Jefferson Health

Breast Surgical Procedures

Surgical Breast Biopsy

In excisional surgical biopsy, the surgeon will attempt to completely remove the area of concern (lesion), often along with a surrounding margin of normal breast tissue.

Incisional surgical biopsy is similar to an excisional biopsy except that the surgeon only removes part of the breast lesion. Incisional breast biopsy is usually only performed on large lesions. 

Lumpectomy

Lumpectomy, also known as breast preservation, involves the removal of the tumor (lump, lesion, abnormality) along with a margin of normal tissue around. Learn more >

Partial Mastectomy

This term is sometimes used. A partial mastectomy is the same surgical procedure as a lumpectomy. Learn more >

Mastectomy

Mastectomy (simple mastectomy) involves the removal of the entire breast, including the nipple. Learn more >

Modified Radical Mastectomy

A modified radical mastectomy is similar to the simple mastectomy, but the lymph nodes in the armpit are also removed. Generally, the first step is the removal of the sentinel lymph node under the arm to determine if cancer has spread. If the sentinel lymph node shows cancer, then removal of the lymph nodes under the arm (axillary lymph node dissection) is done.

Radical Mastectomy

Includes the removal of the entire breast, plus the removal of underlying chest wall muscles (pectoralis major, pectoralis minor), along with removal of the axillary lymph nodes.

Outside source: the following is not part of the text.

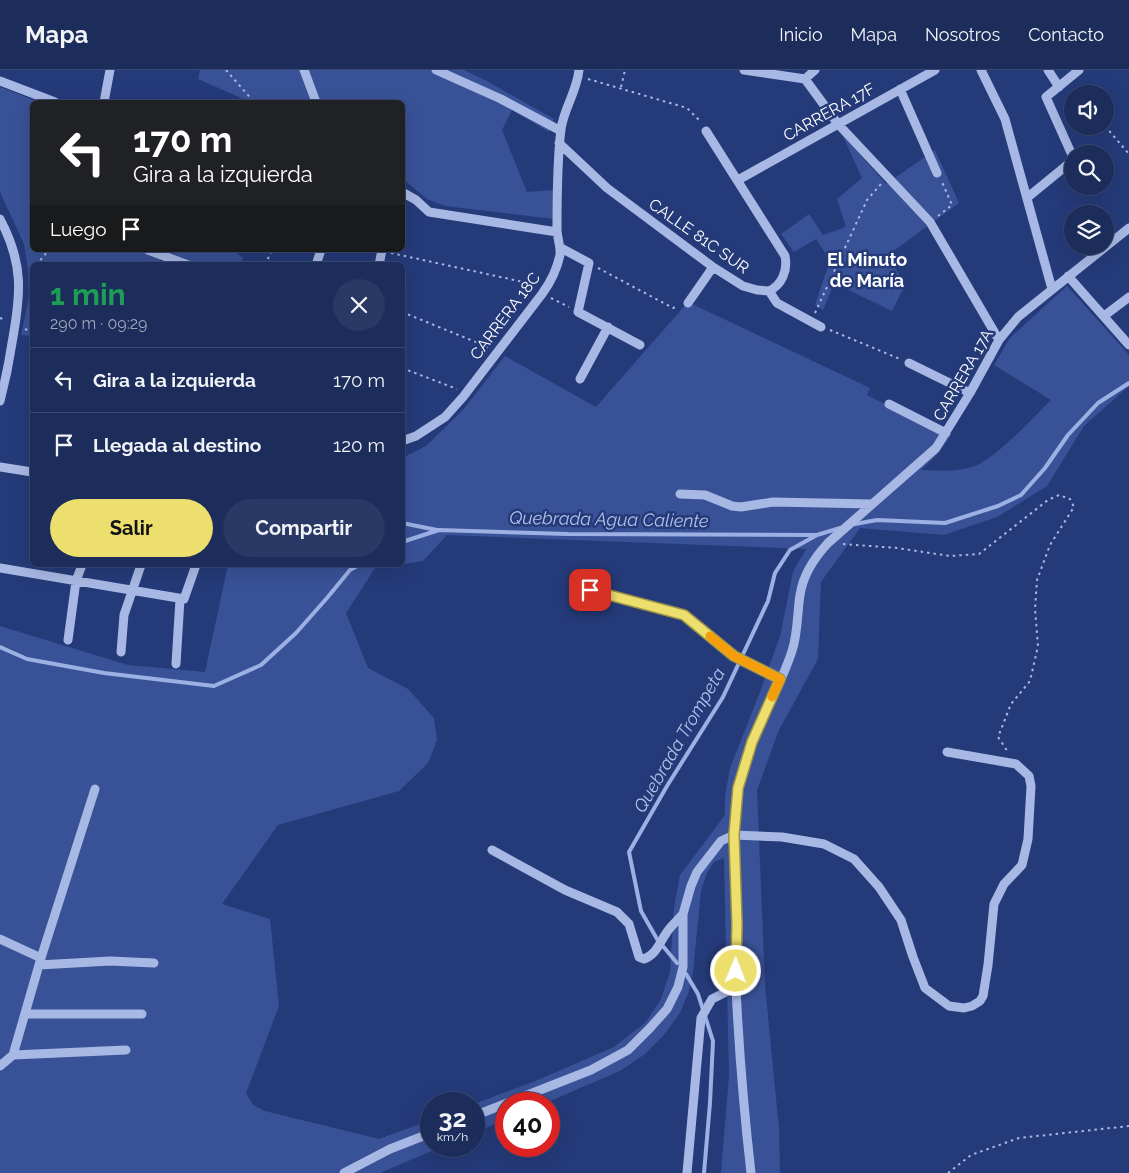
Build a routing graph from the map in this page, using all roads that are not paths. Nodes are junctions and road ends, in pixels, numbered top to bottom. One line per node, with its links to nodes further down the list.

It was a standard operative procedure for 30 years; it is rarely performed today.

Reconstruction

Breast reconstruction involves the restoration of the breast(s) to near normal shape, appearance, symmetry and size following mastectomy or lumpectomy surgery for breast cancer treatment. Learn more >

Sentinel Lymph Node Biopsy

Lymph nodes drain to one of two specific nodes first and then go on to the other nodes. These initial nodes are called sentinel lymph nodes, and studies have shown that if the sentinel lymph nodes are free of breast cancer cells, then there is an overwhelming probability that the rest of the lymph nodes (axillary nodes) are negative (no cancer cells). In patients who have negative sentinel lymph nodes, no further lymph node dissection is needed.